== Directions for this task ==
Each line below with the word "junction" needs to be copied.

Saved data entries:
>>

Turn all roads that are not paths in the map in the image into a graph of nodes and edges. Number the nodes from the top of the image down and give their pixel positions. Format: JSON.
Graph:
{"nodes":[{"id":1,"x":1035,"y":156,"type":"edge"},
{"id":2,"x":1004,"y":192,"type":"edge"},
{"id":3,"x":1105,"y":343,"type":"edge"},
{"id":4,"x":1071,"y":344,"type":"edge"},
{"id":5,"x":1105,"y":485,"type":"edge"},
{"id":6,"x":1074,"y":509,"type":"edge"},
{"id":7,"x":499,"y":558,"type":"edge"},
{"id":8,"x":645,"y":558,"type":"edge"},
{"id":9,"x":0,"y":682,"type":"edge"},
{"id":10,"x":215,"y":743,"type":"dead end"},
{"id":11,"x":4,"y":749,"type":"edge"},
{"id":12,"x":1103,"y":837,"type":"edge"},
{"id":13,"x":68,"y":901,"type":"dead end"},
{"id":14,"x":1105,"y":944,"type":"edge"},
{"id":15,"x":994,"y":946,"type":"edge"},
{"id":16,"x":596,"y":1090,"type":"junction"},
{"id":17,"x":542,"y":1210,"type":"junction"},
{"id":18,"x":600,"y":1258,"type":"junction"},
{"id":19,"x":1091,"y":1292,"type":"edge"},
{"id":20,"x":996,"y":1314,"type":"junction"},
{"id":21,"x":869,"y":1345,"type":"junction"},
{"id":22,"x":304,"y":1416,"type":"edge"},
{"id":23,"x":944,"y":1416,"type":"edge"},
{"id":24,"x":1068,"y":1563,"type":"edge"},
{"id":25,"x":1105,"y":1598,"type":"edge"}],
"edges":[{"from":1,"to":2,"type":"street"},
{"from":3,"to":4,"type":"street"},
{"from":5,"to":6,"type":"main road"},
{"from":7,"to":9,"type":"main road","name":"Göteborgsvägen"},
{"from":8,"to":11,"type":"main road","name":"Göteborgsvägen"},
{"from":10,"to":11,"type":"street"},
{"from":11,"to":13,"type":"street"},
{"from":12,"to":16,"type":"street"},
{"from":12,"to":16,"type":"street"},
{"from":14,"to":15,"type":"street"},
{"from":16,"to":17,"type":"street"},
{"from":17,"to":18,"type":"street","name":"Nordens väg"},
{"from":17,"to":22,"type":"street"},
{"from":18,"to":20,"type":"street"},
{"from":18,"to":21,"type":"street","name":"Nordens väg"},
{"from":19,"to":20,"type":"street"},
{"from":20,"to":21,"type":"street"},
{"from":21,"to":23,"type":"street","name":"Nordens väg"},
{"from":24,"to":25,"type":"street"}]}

<<

== Reply ==
{"id":16,"x":596,"y":1090,"type":"junction"},
{"id":17,"x":542,"y":1210,"type":"junction"},
{"id":18,"x":600,"y":1258,"type":"junction"},
{"id":20,"x":996,"y":1314,"type":"junction"},
{"id":21,"x":869,"y":1345,"type":"junction"},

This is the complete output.